Top of Source information

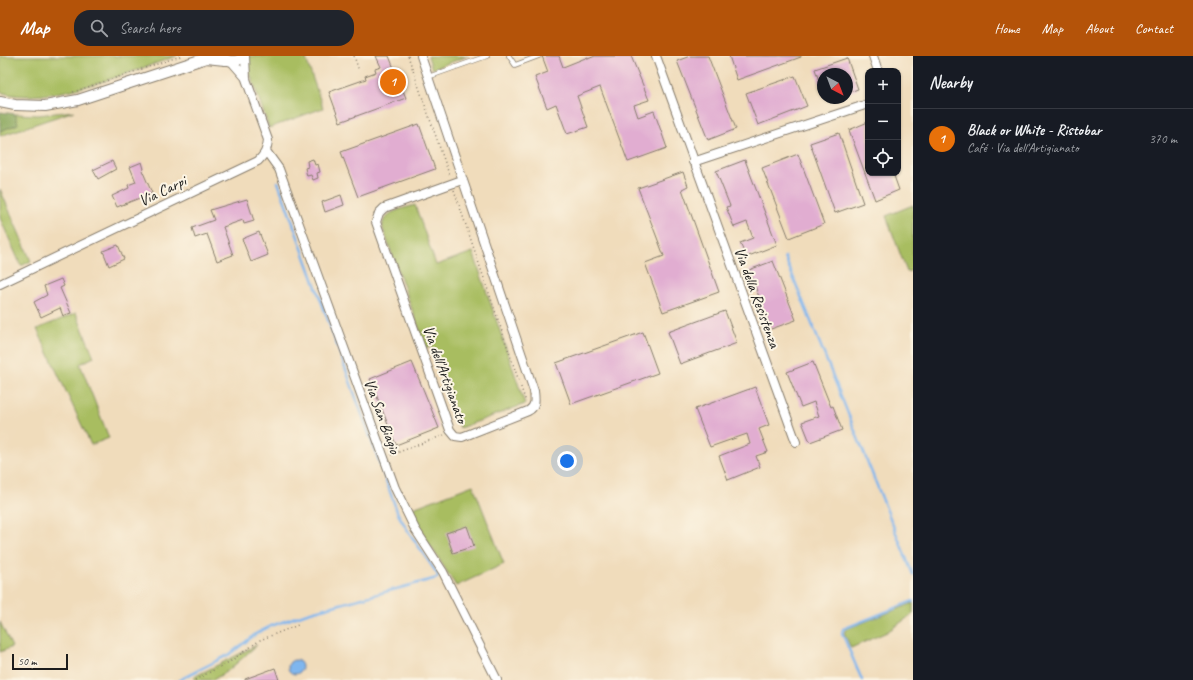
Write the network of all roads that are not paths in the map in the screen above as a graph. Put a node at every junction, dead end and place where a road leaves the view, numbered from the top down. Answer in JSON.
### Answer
{"nodes":[{"id":1,"x":245,"y":56,"type":"edge"},
{"id":2,"x":421,"y":56,"type":"edge"},
{"id":3,"x":487,"y":56,"type":"edge"},
{"id":4,"x":509,"y":56,"type":"edge"},
{"id":5,"x":539,"y":56,"type":"edge"},
{"id":6,"x":656,"y":56,"type":"edge"},
{"id":7,"x":874,"y":56,"type":"edge"},
{"id":8,"x":207,"y":57,"type":"edge"},
{"id":9,"x":226,"y":59,"type":"edge"},
{"id":10,"x":877,"y":68,"type":"edge"},
{"id":11,"x":428,"y":77,"type":"junction"},
{"id":12,"x":246,"y":79,"type":"junction"},
{"id":13,"x":0,"y":102,"type":"edge"},
{"id":14,"x":865,"y":105,"type":"edge"},
{"id":15,"x":266,"y":151,"type":"junction"},
{"id":16,"x":693,"y":162,"type":"junction"},
{"id":17,"x":462,"y":180,"type":"junction"},
{"id":18,"x":0,"y":284,"type":"edge"},
{"id":19,"x":796,"y":442,"type":"dead end"},
{"id":20,"x":497,"y":680,"type":"edge"}],
"edges":[{"from":1,"to":9,"type":"street"},
{"from":1,"to":12,"type":"street"},
{"from":2,"to":11,"type":"street","name":"Via dell'Artigianato"},
{"from":3,"to":11,"type":"lane"},
{"from":4,"to":5,"type":"lane"},
{"from":6,"to":16,"type":"street","name":"Via della Resistenza"},
{"from":7,"to":10,"type":"street"},
{"from":8,"to":9,"type":"street"},
{"from":8,"to":13,"type":"street"},
{"from":9,"to":12,"type":"street"},
{"from":11,"to":17,"type":"street","name":"Via dell'Artigianato"},
{"from":12,"to":15,"type":"street"},
{"from":14,"to":16,"type":"street"},
{"from":15,"to":18,"type":"street","name":"Via Carpi"},
{"from":15,"to":20,"type":"street","name":"Via San Biagio"},
{"from":16,"to":19,"type":"street","name":"Via della Resistenza"},
{"from":17,"to":17,"type":"street","name":"Via dell'Artigianato"}]}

Bottom of Source information

## Description of the task
Nothing but the pictures is to be left out; repeat the data exactly.

## Your solution
Write the network of all roads that are not paths in the map in the screen above as a graph. Put a node at every junction, dead end and place where a road leaves the view, numbered from the top down. Answer in JSON.
### Answer
{"nodes":[{"id":1,"x":245,"y":56,"type":"edge"},
{"id":2,"x":421,"y":56,"type":"edge"},
{"id":3,"x":487,"y":56,"type":"edge"},
{"id":4,"x":509,"y":56,"type":"edge"},
{"id":5,"x":539,"y":56,"type":"edge"},
{"id":6,"x":656,"y":56,"type":"edge"},
{"id":7,"x":874,"y":56,"type":"edge"},
{"id":8,"x":207,"y":57,"type":"edge"},
{"id":9,"x":226,"y":59,"type":"edge"},
{"id":10,"x":877,"y":68,"type":"edge"},
{"id":11,"x":428,"y":77,"type":"junction"},
{"id":12,"x":246,"y":79,"type":"junction"},
{"id":13,"x":0,"y":102,"type":"edge"},
{"id":14,"x":865,"y":105,"type":"edge"},
{"id":15,"x":266,"y":151,"type":"junction"},
{"id":16,"x":693,"y":162,"type":"junction"},
{"id":17,"x":462,"y":180,"type":"junction"},
{"id":18,"x":0,"y":284,"type":"edge"},
{"id":19,"x":796,"y":442,"type":"dead end"},
{"id":20,"x":497,"y":680,"type":"edge"}],
"edges":[{"from":1,"to":9,"type":"street"},
{"from":1,"to":12,"type":"street"},
{"from":2,"to":11,"type":"street","name":"Via dell'Artigianato"},
{"from":3,"to":11,"type":"lane"},
{"from":4,"to":5,"type":"lane"},
{"from":6,"to":16,"type":"street","name":"Via della Resistenza"},
{"from":7,"to":10,"type":"street"},
{"from":8,"to":9,"type":"street"},
{"from":8,"to":13,"type":"street"},
{"from":9,"to":12,"type":"street"},
{"from":11,"to":17,"type":"street","name":"Via dell'Artigianato"},
{"from":12,"to":15,"type":"street"},
{"from":14,"to":16,"type":"street"},
{"from":15,"to":18,"type":"street","name":"Via Carpi"},
{"from":15,"to":20,"type":"street","name":"Via San Biagio"},
{"from":16,"to":19,"type":"street","name":"Via della Resistenza"},
{"from":17,"to":17,"type":"street","name":"Via dell'Artigianato"}]}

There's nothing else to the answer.